> _What the exercise asks_: Which lines in the records below include the word "roads"? Report each of them in full.

Dataset entries
□ □ □ □ □ □ □
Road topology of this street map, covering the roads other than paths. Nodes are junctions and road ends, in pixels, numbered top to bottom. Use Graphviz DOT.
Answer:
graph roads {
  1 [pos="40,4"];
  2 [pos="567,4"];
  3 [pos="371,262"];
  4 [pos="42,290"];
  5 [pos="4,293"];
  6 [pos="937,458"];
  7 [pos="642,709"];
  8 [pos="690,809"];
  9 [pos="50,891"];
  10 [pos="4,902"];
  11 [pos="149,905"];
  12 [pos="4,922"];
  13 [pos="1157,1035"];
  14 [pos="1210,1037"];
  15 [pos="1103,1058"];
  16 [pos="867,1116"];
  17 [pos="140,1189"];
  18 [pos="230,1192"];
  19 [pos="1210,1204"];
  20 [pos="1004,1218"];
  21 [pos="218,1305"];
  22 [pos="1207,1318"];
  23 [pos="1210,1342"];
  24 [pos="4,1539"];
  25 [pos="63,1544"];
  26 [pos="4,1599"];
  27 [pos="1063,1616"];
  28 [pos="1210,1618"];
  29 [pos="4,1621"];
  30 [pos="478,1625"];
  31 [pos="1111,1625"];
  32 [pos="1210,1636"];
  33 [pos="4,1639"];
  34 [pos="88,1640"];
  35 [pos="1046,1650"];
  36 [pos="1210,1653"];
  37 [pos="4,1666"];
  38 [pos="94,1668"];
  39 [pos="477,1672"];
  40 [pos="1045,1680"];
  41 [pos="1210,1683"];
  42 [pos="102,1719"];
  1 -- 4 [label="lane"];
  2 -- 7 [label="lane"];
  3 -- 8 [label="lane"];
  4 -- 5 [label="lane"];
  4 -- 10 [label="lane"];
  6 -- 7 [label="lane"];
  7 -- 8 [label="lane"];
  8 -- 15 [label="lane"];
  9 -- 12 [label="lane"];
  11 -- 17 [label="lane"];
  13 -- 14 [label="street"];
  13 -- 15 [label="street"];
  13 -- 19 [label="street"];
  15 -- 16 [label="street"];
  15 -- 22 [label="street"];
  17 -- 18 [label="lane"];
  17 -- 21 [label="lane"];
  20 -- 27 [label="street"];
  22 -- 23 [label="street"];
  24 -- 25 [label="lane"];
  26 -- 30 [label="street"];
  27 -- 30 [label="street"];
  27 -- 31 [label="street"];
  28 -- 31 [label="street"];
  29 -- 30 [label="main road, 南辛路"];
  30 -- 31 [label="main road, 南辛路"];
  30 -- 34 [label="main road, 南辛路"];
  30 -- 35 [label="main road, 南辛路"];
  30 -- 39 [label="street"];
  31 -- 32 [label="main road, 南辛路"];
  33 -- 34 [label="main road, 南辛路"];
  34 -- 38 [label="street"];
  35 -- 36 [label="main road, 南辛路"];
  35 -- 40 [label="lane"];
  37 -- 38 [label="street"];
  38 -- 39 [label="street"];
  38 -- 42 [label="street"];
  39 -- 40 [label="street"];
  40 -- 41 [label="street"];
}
□ □ □ □ □ □ □
> _Result of the task_:
Road topology of this street map, covering the roads other than paths. Nodes are junctions and road ends, in pixels, numbered top to bottom. Use Graphviz DOT.
graph roads {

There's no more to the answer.